What is the number of lines in the listing below that include the string "this"? Answer with that number alone.

• • • •

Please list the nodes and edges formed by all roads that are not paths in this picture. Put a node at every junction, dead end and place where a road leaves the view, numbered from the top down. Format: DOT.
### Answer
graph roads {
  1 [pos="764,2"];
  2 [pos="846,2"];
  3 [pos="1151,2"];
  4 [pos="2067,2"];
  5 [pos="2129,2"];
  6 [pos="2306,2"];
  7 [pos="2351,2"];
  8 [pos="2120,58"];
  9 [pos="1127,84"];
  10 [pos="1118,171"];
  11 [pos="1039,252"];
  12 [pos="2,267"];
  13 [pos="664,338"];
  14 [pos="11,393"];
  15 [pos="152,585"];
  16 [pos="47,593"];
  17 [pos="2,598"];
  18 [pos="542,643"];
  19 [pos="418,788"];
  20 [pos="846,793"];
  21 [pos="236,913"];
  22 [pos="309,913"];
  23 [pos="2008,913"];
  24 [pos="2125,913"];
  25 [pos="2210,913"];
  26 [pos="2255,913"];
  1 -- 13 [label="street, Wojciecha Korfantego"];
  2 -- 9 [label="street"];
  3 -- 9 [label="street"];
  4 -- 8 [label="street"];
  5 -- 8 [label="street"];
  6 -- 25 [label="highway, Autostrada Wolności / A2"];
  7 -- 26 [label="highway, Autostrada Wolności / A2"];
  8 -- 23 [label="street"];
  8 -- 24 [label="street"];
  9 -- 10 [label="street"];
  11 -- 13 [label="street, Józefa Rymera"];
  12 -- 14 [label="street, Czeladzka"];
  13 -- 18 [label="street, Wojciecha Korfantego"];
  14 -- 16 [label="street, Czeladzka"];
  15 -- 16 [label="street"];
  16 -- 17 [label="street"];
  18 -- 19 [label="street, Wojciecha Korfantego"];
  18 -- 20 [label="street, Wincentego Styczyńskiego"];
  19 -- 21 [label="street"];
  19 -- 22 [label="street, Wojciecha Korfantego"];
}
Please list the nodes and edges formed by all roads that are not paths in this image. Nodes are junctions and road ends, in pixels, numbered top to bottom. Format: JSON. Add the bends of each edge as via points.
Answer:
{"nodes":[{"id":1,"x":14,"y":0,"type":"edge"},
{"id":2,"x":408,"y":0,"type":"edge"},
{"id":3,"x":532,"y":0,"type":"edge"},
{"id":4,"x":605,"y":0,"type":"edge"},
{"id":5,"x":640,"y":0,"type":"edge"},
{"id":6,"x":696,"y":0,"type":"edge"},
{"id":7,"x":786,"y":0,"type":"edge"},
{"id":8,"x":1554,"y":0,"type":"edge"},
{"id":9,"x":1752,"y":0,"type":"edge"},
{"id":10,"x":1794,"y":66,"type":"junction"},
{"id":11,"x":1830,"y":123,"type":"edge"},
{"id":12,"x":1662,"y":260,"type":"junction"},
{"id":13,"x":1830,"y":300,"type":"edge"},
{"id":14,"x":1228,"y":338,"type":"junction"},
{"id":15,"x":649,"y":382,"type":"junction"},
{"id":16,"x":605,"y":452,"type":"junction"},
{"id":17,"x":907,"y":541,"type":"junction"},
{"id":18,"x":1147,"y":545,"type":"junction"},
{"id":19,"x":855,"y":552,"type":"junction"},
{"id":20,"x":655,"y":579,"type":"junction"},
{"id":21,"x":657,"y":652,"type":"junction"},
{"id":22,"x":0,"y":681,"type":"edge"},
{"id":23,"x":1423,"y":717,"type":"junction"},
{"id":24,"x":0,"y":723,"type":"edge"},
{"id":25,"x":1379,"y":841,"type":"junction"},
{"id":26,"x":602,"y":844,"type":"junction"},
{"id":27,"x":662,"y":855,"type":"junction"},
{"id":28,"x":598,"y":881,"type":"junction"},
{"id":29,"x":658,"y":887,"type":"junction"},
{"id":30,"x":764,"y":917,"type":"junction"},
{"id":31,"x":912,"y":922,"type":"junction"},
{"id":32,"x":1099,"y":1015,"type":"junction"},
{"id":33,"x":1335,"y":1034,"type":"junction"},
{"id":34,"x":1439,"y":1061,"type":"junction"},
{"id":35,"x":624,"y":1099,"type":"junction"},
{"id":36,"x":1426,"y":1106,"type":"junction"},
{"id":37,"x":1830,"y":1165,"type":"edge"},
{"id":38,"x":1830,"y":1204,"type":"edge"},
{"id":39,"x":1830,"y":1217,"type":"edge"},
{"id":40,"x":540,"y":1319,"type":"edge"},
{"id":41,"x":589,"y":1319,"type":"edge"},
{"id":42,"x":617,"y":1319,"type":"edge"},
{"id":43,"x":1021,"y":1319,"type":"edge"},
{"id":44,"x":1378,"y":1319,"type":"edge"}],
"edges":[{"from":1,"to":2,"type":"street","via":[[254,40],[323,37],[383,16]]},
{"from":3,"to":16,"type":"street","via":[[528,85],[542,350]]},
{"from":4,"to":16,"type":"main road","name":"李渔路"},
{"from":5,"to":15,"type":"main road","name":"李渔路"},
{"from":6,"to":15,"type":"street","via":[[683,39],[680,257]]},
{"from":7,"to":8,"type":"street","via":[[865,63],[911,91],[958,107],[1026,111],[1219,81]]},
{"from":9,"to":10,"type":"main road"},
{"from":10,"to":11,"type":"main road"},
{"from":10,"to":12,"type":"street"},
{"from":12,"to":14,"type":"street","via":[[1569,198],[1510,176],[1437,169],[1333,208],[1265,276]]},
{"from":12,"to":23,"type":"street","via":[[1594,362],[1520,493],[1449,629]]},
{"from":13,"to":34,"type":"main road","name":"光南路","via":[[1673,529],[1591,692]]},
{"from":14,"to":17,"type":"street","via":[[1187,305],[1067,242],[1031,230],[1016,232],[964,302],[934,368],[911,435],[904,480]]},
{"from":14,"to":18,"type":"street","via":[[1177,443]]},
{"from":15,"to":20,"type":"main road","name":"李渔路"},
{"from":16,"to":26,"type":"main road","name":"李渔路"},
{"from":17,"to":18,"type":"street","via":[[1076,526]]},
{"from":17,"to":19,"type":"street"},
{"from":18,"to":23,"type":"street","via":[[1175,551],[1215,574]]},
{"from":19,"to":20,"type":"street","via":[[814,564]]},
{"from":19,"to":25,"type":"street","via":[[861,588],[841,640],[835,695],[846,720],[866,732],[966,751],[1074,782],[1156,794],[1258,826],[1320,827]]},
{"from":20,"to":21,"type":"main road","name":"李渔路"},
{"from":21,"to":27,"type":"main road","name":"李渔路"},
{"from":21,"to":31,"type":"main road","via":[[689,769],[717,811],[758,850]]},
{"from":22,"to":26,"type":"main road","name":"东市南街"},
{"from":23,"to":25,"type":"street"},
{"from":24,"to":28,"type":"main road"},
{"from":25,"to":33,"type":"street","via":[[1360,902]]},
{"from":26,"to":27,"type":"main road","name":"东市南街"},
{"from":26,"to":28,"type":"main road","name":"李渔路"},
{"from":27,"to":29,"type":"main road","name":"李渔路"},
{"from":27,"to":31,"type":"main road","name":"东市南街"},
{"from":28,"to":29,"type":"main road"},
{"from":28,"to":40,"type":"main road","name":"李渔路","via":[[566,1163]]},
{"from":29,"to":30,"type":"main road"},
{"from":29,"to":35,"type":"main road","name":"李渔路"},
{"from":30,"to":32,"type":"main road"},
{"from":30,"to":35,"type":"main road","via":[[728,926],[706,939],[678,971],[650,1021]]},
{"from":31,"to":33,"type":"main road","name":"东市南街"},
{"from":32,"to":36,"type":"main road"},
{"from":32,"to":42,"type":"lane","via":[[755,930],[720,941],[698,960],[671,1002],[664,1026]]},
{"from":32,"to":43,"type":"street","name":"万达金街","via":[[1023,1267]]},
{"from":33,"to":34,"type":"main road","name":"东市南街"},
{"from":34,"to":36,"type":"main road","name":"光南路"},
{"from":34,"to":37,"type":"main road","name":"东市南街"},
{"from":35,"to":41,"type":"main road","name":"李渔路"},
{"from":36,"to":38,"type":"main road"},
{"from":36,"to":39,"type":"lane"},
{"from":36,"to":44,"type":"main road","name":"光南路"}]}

• • • •

● WORKED SOLUTION
2